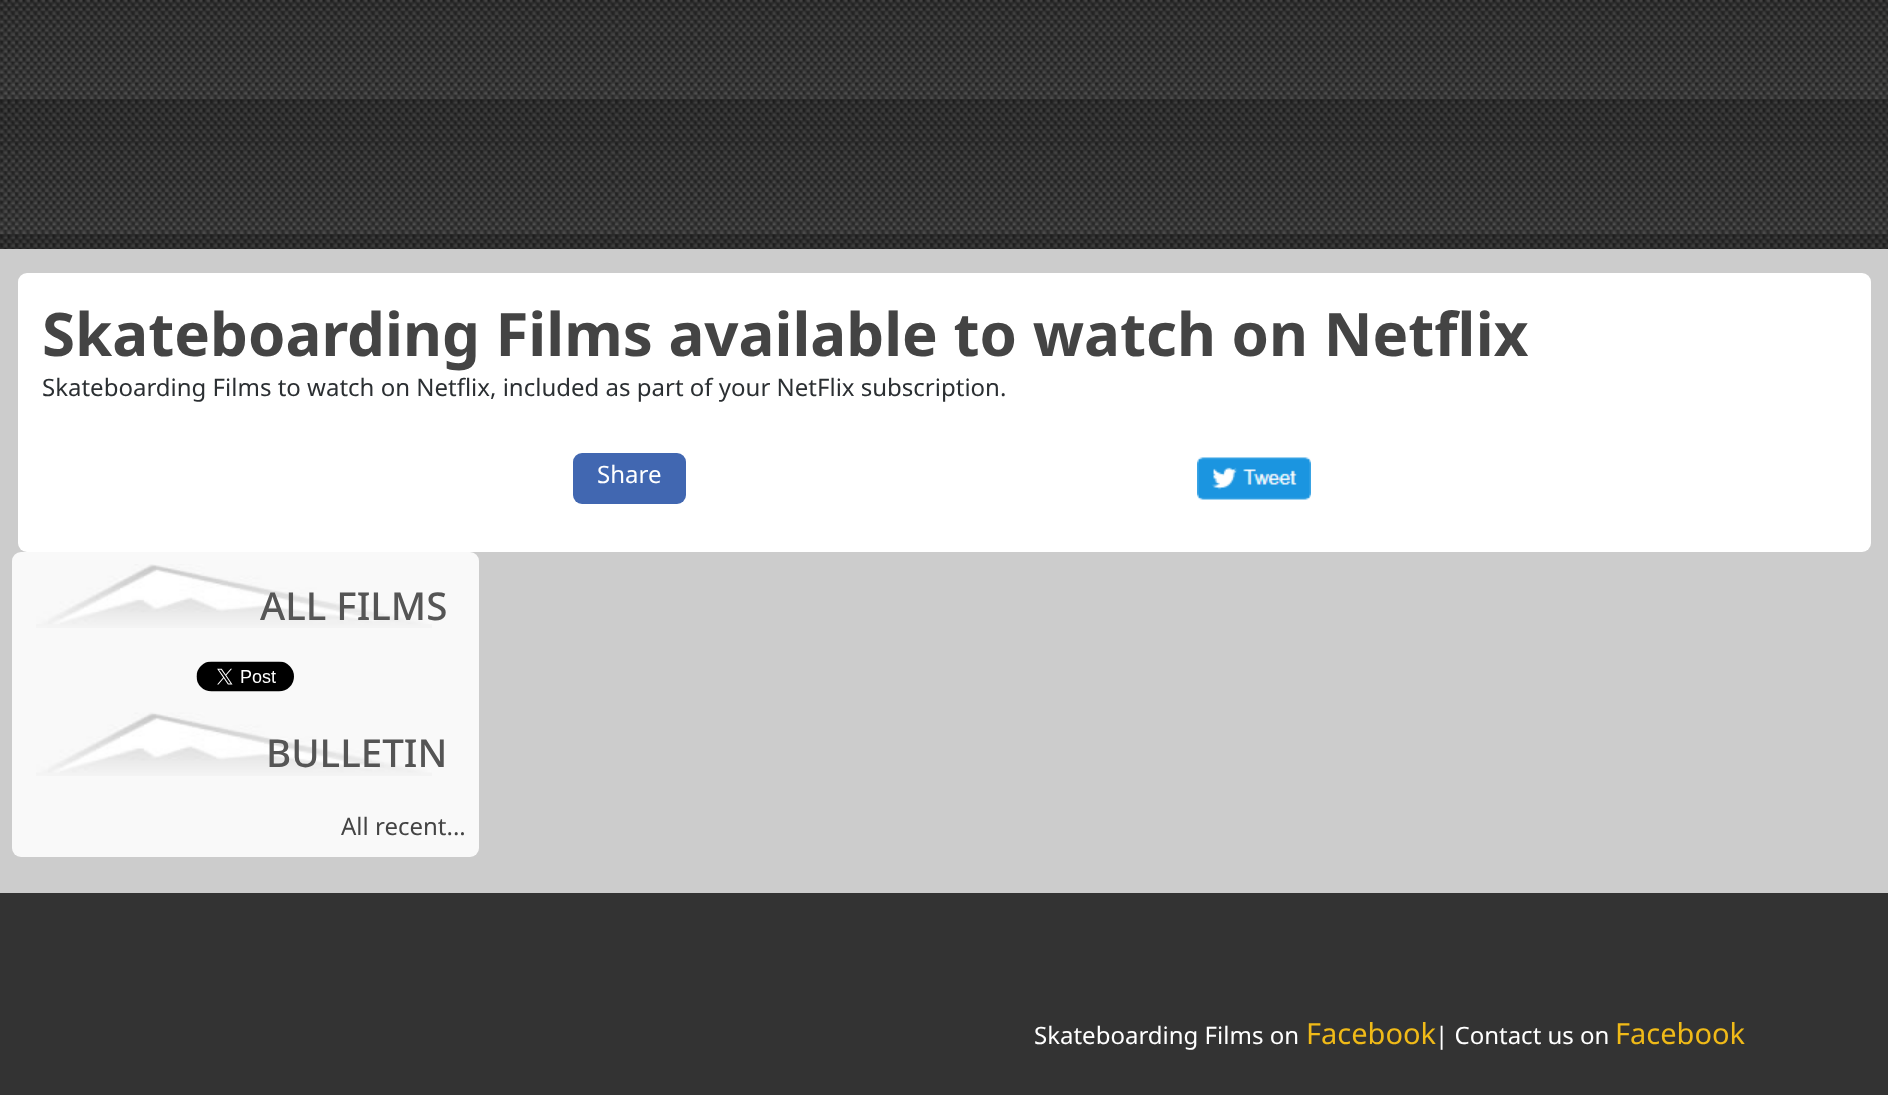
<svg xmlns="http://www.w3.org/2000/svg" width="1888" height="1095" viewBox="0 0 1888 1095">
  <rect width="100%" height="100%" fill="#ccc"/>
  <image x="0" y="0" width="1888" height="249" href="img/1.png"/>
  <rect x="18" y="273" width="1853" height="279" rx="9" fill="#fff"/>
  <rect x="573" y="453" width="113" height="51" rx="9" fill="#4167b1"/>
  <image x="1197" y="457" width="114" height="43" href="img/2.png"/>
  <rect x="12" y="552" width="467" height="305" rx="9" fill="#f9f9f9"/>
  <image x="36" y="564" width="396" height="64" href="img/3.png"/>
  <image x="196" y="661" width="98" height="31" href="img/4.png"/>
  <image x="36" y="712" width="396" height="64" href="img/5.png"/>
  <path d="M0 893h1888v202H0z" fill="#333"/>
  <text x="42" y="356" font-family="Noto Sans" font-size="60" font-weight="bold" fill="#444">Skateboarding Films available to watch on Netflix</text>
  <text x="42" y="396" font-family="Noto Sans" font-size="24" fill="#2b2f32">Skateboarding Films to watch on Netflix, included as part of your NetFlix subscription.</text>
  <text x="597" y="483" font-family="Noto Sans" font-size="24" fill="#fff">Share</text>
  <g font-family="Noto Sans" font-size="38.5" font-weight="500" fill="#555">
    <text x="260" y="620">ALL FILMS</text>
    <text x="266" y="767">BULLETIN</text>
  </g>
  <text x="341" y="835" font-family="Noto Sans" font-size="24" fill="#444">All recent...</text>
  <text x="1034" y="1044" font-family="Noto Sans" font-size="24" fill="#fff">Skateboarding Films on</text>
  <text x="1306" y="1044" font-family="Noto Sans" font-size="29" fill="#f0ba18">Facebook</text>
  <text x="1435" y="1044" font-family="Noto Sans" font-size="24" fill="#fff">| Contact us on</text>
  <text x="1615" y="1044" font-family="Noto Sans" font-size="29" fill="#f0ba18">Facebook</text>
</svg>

---

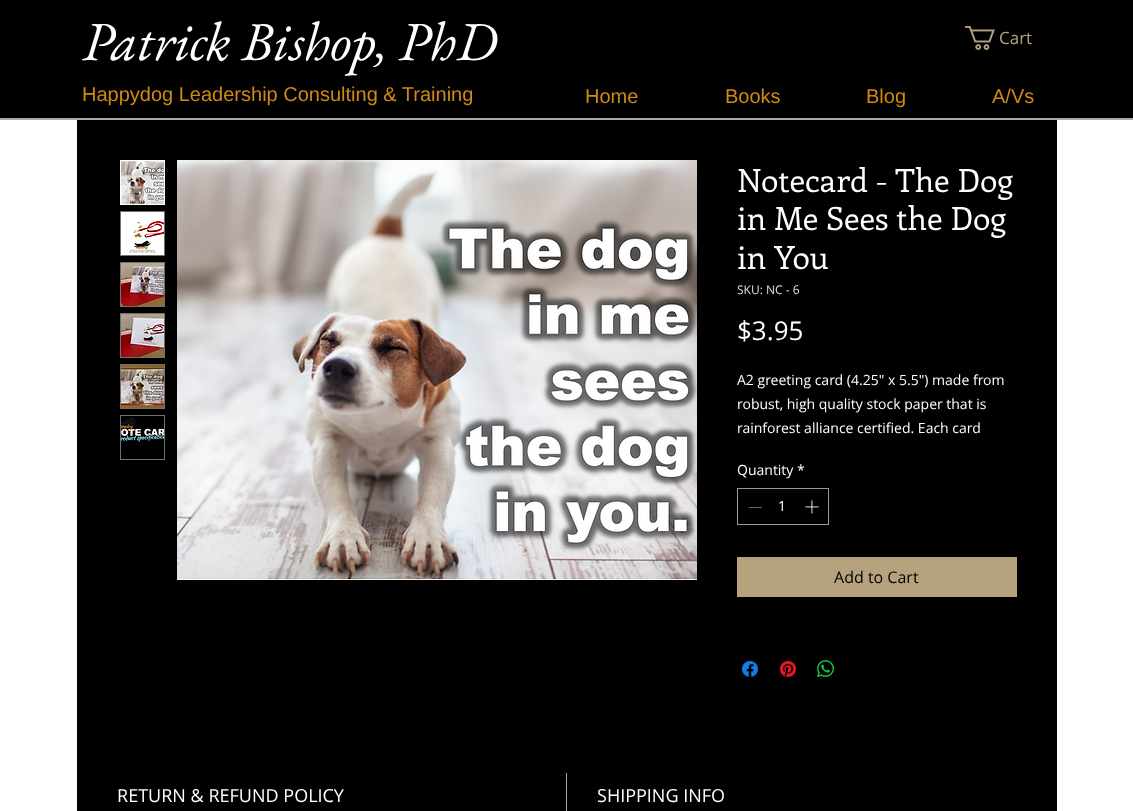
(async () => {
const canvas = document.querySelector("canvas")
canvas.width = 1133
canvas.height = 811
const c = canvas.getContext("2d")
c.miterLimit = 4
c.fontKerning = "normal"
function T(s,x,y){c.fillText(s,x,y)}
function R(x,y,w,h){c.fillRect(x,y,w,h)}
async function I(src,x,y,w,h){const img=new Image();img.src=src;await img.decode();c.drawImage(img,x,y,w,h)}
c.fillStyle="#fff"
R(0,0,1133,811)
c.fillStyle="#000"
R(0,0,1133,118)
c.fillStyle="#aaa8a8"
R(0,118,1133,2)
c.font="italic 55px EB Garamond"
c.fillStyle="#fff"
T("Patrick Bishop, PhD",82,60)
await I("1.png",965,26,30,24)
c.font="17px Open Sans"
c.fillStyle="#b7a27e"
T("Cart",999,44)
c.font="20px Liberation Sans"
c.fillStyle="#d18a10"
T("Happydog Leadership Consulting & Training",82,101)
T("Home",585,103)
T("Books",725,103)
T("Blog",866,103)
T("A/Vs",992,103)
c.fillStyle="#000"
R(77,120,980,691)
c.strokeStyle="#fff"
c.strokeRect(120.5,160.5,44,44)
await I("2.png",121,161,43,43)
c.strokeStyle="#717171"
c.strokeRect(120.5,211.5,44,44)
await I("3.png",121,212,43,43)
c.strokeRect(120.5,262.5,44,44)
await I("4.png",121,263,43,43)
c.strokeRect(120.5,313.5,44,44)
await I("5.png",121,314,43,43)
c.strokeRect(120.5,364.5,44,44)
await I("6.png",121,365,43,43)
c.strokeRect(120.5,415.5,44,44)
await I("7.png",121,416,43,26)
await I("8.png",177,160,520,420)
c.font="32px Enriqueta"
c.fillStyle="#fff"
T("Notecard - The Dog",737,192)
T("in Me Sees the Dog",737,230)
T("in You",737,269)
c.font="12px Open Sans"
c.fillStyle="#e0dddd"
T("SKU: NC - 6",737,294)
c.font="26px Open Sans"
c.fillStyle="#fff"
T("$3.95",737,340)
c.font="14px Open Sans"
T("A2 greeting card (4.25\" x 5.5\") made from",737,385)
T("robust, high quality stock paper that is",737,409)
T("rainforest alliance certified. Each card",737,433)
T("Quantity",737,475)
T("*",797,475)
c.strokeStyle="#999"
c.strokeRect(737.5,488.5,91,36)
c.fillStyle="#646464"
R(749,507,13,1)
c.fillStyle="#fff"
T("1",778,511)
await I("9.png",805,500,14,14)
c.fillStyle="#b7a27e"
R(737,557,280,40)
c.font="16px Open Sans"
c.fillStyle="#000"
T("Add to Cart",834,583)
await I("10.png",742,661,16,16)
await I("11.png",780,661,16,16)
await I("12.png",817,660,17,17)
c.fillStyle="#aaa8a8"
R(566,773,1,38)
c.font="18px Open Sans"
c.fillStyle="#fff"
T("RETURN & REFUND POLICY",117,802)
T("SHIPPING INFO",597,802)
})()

▶ [Action item]: The answer is each line in which the word "const" occurs, copied from the material above.

▶ [Task response]:
const canvas = document.querySelector("canvas")
const c = canvas.getContext("2d")
async function I(src,x,y,w,h){const img=new Image();img.src=src;await img.decode();c.drawImage(img,x,y,w,h)}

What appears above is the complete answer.